Abukaram is referencing the stipulation from the Ohio High School Athletic Association (OHSAA) guidebook which states that there should be “proper warning” so an athlete can correct the violation. In Abukaram’s case, she could have received a waiver citing religious reasons for running with a hijab, but she received no notification that this was required.
So, why did officials allow Abukaram to run instead of speaking to her directly about the violation?Abukaram isn’t sure, but she has a theory.
“I’m a hijabi, and it’s not a foreign concept anymore— we are living in America in 2019.” she said. “They obviously knew enough about hijab to not tell me about [the stipulation] because they [assumed]… I would have said, ‘No I’m not taking off my hijab.’ I feel like that could have been their thought process. But they didn’t even give me a chance to explain myself, to say, ‘This is part of my religion. This is who I am, and I’m going to run, and you’re not going to disqualify me for it because that doesn’t make any sense.’”
Although Abukaram goes to a private school (The Bounty Collegium), per state rules, she runs on a team from the public school in her district (Sylvania Northview). It’s already difficult to not feel self-conscious among teammates who you do not go to school with and Abukaram is aware standing out.
Waiver request submitted
“I’m Muslim, I wear hijab, I’m half Latina, half Arab.
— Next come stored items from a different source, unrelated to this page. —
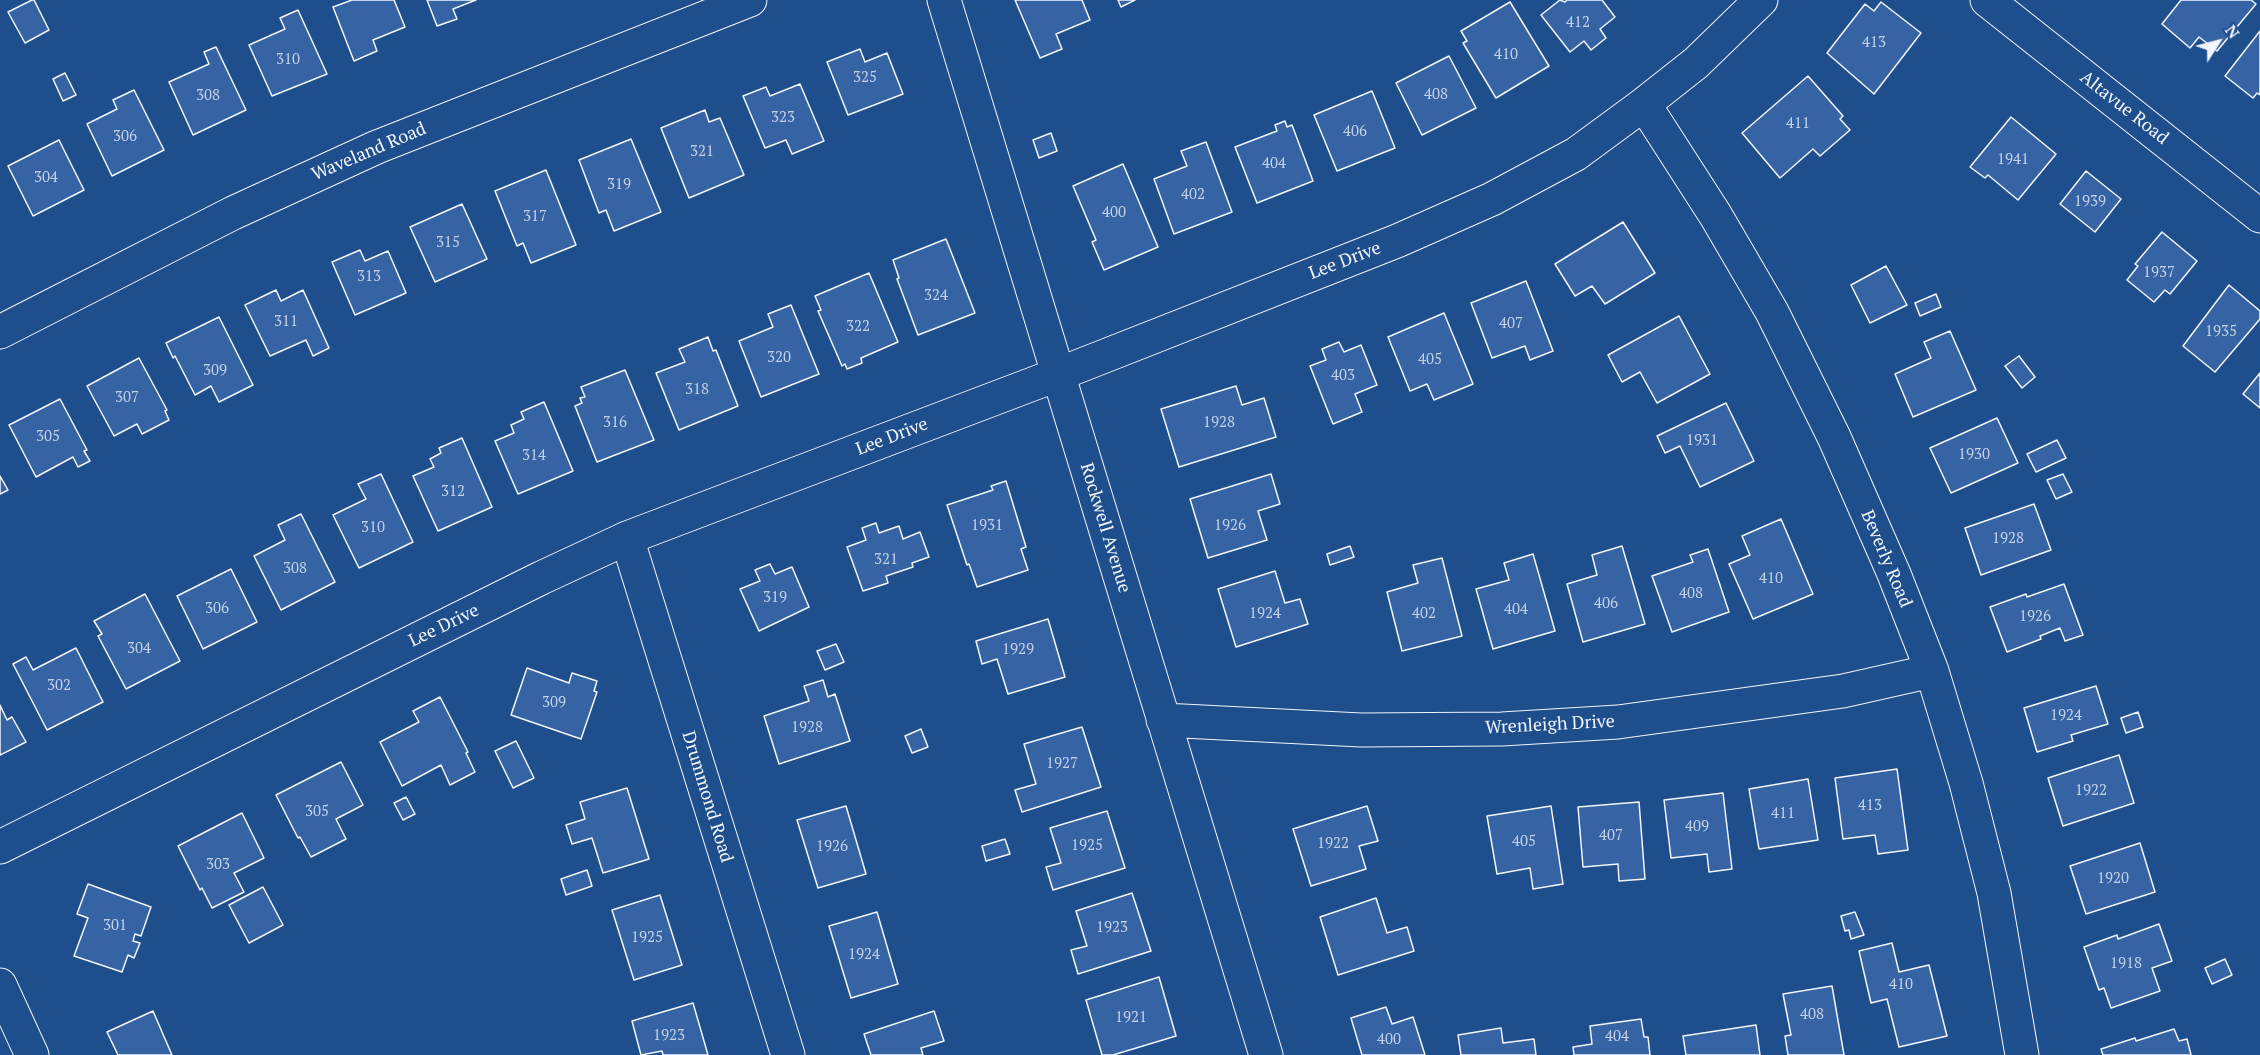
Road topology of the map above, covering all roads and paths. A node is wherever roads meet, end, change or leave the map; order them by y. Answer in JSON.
{"nodes":[{"id":1,"x":750,"y":0,"type":"edge"},
{"id":2,"x":944,"y":0,"type":"edge"},
{"id":3,"x":1761,"y":0,"type":"edge"},
{"id":4,"x":1987,"y":0,"type":"edge"},
{"id":5,"x":1644,"y":104,"type":"junction"},
{"id":6,"x":2260,"y":216,"type":"edge"},
{"id":7,"x":0,"y":332,"type":"edge"},
{"id":8,"x":1059,"y":374,"type":"junction"},
{"id":9,"x":627,"y":538,"type":"junction"},
{"id":10,"x":1932,"y":671,"type":"junction"},
{"id":11,"x":1163,"y":720,"type":"junction"},
{"id":12,"x":0,"y":847,"type":"edge"},
{"id":13,"x":0,"y":985,"type":"edge"},
{"id":14,"x":32,"y":1055,"type":"edge"},
{"id":15,"x":788,"y":1055,"type":"edge"},
{"id":16,"x":1266,"y":1055,"type":"edge"},
{"id":17,"x":2022,"y":1055,"type":"edge"}],
"edges":[{"from":1,"to":7,"type":"street","name":"Waveland Road"},
{"from":2,"to":8,"type":"street","name":"Rockwell Avenue"},
{"from":3,"to":5,"type":"street","name":"Lee Drive"},
{"from":4,"to":6,"type":"street","name":"Altavue Road"},
{"from":5,"to":8,"type":"street","name":"Lee Drive"},
{"from":5,"to":10,"type":"street","name":"Beverly Road"},
{"from":8,"to":9,"type":"street","name":"Lee Drive"},
{"from":8,"to":11,"type":"street","name":"Rockwell Avenue"},
{"from":9,"to":12,"type":"street","name":"Lee Drive"},
{"from":9,"to":15,"type":"street","name":"Drummond Road"},
{"from":10,"to":11,"type":"street","name":"Wrenleigh Drive"},
{"from":10,"to":17,"type":"street","name":"Beverly Road"},
{"from":11,"to":16,"type":"street","name":"Rockwell Avenue"},
{"from":13,"to":14,"type":"street"}]}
I’m already different from (my teammates)— and when it was pointed out, it was embarrassing,” she said, adding that having the stipulated waiver for the race following her disqualification, the State Regional race, didn’t alleviate her feelings of otherness— her coach publicly gave the waiver to officials before the race.
“It wasn’t a secret. My coach had to go through an extra step for me, and it was at the starting line in front of all the school and all my teammates… indicating that, yes, she’s different,” said Abukaram. “Really, I’m just trying to run. Handing over a waiver indicating that you’re different just to receive permission to run in the race [is] demeaning.”
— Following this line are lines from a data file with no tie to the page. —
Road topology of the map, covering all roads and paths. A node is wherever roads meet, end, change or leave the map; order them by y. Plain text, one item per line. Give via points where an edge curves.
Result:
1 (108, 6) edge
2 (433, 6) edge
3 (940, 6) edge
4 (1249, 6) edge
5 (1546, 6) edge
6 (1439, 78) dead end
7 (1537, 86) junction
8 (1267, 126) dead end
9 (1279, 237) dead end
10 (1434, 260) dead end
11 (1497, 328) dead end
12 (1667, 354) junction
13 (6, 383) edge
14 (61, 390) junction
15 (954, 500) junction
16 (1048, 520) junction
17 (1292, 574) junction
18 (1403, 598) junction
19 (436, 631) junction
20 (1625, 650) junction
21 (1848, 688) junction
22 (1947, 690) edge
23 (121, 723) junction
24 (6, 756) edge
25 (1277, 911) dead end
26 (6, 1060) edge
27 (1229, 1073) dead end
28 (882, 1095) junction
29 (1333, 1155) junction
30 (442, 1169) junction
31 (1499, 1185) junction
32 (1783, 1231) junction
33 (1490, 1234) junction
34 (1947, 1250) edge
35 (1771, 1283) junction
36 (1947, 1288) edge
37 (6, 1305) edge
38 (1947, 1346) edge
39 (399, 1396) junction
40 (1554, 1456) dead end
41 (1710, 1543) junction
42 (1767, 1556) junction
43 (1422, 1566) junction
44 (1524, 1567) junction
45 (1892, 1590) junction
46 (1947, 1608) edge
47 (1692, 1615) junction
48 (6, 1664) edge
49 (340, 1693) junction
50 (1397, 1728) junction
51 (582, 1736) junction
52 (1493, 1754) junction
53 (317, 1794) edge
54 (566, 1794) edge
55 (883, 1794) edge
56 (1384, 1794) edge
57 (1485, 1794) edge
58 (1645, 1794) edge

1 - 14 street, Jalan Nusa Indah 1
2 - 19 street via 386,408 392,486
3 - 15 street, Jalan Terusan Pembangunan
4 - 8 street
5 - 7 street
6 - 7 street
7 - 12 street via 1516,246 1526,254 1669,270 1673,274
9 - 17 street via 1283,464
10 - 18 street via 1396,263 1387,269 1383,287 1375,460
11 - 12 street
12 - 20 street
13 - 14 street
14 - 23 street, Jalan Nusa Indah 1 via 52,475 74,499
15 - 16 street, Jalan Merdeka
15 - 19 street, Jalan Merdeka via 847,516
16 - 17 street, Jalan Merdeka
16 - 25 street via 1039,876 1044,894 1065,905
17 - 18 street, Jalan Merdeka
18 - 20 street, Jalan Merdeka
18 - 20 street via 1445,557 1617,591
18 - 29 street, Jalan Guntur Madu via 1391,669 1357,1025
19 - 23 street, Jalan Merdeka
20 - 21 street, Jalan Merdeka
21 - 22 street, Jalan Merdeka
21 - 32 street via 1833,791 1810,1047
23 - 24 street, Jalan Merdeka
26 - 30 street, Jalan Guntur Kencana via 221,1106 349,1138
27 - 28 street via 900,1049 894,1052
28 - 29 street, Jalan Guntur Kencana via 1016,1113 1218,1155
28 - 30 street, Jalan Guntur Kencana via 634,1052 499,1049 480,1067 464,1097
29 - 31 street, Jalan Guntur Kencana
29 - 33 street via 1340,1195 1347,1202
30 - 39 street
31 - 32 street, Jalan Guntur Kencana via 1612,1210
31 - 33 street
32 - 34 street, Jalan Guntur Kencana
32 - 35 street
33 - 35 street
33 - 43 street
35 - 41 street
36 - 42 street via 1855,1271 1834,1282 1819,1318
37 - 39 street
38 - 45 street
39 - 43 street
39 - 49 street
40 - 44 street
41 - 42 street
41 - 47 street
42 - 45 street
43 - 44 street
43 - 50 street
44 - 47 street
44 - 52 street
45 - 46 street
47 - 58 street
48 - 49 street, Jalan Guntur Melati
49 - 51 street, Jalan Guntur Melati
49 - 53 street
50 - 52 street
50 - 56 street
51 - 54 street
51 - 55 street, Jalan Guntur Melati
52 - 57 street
Though Abukaram’s hijab has never been an issue during any other sporting event she’s participated in over the years, a recurring fear frequently surfaced from stories she’s heard from family members experiencing similar feedback. “It stems from my older cousin and sister who played on a soccer team for years,” she said. “They were always going through things with referees, and they’d come back from the soccer games crying, [so I always had a] thought in the back of my head that it could happen to me, but it never had until now.”
The public reaction to the story of her disqualification has been heartening for Abukaram, who has received support from the people in her inner circle, as well as from across the country, including Democratic presidential candidate Elizabeth Warren, who tweeted to the runner, “I’ve got your back.” Abukaram’s story has been covered by media outlets including Time magazine, The New York Times, Sports Illustrated, Running Magazine, CNN and many others.
“This goes beyond OHSAA and it goes beyond myself,” Abukaram said. “It’s about religious freedom for everyone and in sports, which is a place of inclusion. It’s not just about me. Thankfully, I had the opportunity to share my story so we can have a dialogue and hopefully make change in the future.”